If you only want to deploy glass through ArgoCD, start with Deploying via ArgoCD; this page explains the machinery underneath it.

What the generators produce

Three families of secrets are generated, each by its own small image:

Values group Generator Example secrets
natsNKeys nkey-generator glass-nats-user-nkey, glass-jwt-mint-nkey
natsAuth plain-password-generator glass-nats-user-auth, glass-nats-policy-auth
natsJwtAuth jwt-mint glass-jwt-mint-auth, glass-center-middleware-auth, …

The templates live in helm/glass-ui/templates/nats/helpers/ (_nkeySecret.tpl, _passwordSecret.tpl, _jwtSecret.tpl), wrapped by the resources under helm/glass-ui/templates/nats/secrets/. Each generated secret ships with its own ServiceAccount and a RoleBinding to the shared glass-key-generator Role, which grants get, create, and update on secrets in the release namespace (the Role is namespace-scoped, not restricted to a specific secret name).

Generate vs. static

Every entry chooses one of two rendering paths, decided entirely by your values.
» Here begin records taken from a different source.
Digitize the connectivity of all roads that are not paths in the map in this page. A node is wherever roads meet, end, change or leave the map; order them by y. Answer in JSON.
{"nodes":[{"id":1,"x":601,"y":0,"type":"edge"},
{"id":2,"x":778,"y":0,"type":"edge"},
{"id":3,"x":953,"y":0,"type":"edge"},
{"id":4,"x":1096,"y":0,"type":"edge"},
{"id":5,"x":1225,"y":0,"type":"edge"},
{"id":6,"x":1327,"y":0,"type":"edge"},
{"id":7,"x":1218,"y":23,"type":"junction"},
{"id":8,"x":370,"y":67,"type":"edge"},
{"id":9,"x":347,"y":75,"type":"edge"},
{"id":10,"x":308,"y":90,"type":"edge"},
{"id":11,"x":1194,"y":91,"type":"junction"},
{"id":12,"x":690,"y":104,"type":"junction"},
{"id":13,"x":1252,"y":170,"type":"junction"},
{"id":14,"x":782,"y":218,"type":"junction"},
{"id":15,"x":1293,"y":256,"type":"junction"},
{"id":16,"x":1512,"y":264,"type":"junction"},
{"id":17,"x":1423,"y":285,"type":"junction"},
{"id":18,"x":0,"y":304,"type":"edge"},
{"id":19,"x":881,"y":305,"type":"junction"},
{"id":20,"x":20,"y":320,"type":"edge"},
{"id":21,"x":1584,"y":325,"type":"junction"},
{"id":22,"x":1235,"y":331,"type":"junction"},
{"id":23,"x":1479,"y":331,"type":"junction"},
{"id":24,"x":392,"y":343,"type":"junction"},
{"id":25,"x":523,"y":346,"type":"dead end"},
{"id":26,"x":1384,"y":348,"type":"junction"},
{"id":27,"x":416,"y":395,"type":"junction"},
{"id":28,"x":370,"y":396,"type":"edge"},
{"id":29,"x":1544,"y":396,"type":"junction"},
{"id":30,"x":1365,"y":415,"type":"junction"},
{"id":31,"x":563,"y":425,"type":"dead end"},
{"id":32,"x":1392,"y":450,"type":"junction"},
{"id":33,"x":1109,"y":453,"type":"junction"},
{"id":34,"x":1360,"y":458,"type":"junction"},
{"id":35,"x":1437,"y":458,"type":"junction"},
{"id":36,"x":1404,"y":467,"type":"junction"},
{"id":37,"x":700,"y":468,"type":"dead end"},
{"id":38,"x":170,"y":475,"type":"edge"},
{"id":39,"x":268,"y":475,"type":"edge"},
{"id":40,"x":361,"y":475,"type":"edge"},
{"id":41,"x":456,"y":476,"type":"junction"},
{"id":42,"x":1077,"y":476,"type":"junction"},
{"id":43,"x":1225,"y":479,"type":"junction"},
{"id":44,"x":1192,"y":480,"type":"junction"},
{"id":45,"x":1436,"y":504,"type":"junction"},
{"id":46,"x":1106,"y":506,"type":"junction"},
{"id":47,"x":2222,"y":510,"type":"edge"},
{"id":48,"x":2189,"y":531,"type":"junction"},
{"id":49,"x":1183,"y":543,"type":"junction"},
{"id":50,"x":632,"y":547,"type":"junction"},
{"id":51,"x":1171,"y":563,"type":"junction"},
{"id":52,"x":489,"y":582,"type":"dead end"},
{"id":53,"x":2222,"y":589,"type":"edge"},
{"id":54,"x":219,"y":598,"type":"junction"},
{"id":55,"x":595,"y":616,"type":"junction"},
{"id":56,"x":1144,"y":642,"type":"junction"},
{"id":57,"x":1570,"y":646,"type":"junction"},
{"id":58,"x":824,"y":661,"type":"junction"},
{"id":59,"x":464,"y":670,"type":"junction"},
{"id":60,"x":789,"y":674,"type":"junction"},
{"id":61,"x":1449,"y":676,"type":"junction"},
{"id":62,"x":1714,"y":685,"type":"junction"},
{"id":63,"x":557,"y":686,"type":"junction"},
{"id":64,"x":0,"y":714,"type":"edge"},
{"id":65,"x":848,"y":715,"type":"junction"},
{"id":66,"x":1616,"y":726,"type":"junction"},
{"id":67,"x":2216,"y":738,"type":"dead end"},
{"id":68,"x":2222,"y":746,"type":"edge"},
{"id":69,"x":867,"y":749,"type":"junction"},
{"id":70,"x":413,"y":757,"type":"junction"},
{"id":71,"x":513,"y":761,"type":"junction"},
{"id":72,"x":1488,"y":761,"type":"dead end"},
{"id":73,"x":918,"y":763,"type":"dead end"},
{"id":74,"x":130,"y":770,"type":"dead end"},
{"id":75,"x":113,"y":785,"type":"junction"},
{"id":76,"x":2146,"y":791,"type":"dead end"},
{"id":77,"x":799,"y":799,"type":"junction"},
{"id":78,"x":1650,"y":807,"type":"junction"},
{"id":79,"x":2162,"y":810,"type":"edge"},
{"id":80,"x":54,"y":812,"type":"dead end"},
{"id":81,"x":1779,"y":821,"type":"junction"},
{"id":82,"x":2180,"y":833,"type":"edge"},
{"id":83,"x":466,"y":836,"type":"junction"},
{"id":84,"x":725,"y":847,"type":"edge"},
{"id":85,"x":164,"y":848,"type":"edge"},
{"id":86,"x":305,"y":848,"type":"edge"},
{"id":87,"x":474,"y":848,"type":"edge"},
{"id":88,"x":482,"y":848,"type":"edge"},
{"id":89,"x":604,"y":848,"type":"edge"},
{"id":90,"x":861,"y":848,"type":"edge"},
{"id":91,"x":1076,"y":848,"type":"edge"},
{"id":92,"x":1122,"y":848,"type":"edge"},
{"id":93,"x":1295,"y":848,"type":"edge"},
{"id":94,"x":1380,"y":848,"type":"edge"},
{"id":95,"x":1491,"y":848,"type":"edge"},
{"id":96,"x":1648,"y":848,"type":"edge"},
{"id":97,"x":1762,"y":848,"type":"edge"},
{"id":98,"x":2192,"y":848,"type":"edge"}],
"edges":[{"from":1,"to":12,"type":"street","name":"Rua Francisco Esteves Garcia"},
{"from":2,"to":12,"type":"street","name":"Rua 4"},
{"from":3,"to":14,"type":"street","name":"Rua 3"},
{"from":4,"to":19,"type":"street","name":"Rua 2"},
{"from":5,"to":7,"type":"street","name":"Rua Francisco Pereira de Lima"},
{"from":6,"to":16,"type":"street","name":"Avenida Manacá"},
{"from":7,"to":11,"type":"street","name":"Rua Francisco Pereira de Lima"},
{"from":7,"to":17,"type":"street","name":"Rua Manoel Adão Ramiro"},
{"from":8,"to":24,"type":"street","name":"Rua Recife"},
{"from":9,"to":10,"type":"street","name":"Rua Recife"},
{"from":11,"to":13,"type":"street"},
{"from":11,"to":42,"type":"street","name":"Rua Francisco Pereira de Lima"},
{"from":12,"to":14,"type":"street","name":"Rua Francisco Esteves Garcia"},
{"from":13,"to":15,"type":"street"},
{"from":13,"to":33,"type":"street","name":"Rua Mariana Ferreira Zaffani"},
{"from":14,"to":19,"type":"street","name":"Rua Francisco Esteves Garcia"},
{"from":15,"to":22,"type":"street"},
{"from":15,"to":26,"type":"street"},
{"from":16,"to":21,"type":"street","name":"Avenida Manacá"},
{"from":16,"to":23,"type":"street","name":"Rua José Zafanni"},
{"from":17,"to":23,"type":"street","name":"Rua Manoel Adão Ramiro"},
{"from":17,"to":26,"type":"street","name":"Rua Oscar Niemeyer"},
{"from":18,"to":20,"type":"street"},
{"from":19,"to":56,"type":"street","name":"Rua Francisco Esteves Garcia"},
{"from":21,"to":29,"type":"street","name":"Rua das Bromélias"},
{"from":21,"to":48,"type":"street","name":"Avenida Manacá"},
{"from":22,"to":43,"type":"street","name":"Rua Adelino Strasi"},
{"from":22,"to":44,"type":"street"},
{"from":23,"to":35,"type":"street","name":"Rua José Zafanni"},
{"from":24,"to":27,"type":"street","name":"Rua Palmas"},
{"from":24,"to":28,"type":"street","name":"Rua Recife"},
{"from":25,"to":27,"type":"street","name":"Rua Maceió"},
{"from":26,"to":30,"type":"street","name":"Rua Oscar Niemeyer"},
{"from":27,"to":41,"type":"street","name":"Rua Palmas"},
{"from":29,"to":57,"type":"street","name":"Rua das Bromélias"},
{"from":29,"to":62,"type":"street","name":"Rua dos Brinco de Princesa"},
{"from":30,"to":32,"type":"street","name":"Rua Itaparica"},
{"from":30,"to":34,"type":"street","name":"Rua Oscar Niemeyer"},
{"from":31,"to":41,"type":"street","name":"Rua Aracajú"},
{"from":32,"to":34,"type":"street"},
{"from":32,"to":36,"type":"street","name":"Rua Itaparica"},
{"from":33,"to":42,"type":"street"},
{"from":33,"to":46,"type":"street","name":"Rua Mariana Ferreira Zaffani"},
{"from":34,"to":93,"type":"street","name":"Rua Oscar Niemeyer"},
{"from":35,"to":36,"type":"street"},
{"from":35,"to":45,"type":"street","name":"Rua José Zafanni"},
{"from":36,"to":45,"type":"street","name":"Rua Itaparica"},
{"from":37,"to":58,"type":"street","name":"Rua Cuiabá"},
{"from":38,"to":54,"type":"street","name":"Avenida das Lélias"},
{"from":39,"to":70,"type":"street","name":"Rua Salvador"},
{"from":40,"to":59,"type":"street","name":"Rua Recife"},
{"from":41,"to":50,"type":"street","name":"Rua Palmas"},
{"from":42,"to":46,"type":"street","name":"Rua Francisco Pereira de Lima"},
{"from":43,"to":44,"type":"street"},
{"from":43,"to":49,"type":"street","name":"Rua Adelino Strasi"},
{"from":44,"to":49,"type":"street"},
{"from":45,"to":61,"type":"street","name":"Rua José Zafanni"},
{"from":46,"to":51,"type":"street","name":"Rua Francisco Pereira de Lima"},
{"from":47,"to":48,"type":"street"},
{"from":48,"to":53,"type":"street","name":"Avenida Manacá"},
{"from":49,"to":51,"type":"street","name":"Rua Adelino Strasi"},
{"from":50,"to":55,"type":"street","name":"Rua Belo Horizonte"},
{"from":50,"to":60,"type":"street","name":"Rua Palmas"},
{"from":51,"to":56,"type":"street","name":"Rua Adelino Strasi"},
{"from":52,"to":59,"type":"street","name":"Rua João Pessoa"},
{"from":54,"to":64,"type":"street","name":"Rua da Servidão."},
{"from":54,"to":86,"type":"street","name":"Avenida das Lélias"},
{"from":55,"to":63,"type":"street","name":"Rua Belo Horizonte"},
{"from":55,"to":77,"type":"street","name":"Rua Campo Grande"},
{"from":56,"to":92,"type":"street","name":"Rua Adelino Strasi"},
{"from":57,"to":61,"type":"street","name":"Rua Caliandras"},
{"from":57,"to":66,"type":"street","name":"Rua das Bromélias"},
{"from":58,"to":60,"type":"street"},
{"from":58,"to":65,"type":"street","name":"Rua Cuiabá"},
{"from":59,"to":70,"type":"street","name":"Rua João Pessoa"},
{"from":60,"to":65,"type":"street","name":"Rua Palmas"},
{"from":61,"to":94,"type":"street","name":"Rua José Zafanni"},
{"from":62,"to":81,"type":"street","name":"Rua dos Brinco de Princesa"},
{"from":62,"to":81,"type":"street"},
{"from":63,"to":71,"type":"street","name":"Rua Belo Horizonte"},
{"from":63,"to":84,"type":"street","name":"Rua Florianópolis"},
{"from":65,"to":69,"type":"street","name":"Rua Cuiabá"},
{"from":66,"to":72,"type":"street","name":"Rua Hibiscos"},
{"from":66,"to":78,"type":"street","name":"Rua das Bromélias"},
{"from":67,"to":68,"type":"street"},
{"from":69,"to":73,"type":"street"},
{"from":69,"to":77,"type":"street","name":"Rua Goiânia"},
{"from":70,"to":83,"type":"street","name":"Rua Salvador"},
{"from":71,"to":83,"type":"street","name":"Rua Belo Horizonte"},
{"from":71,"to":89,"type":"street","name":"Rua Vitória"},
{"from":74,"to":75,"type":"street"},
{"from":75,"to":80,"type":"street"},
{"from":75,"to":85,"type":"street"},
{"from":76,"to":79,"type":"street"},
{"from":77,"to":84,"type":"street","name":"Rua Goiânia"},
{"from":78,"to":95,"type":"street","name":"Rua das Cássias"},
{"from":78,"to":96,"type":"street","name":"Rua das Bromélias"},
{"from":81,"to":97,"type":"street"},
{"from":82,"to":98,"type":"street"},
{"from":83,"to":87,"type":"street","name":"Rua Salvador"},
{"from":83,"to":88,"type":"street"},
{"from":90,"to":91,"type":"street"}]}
  • Static — if you supply the material directly (publicKey/seed for an nkey, password for an account, token for a JWT) the chart emits a plain Secret with your values. No Job, no RBAC. Use this when a credential must be shared across components or pre-provisioned by an external system.
  • Generate — if the material is empty and generate: true, the chart emits the ServiceAccount + RoleBinding + generator Job. The Job mints the credential and writes the Secret.

Two properties of the generator Job matter for everything below:

  • --overwrite=false (the per-entry overwrite field's default) — the Job creates the Secret only if it is missing. It never rotates an existing credential, so re-running it is a safe no-op. (Set overwrite: true only if you explicitly want re-runs to rotate the credential.)
  • ttlSecondsAfterFinished: 60 — a completed Job deletes itself after a minute, so finished generators do not pile up.

overwrite:false means generation is idempotent, not rotational

Because the Job never overwrites, you cannot rotate a NATS credential by re-running the generator (at the default overwrite: false). Delete the Secret first — the next sync (under ArgoCD) or next helm upgrade (under plain Helm) recreates it — or switch that entry to a static value.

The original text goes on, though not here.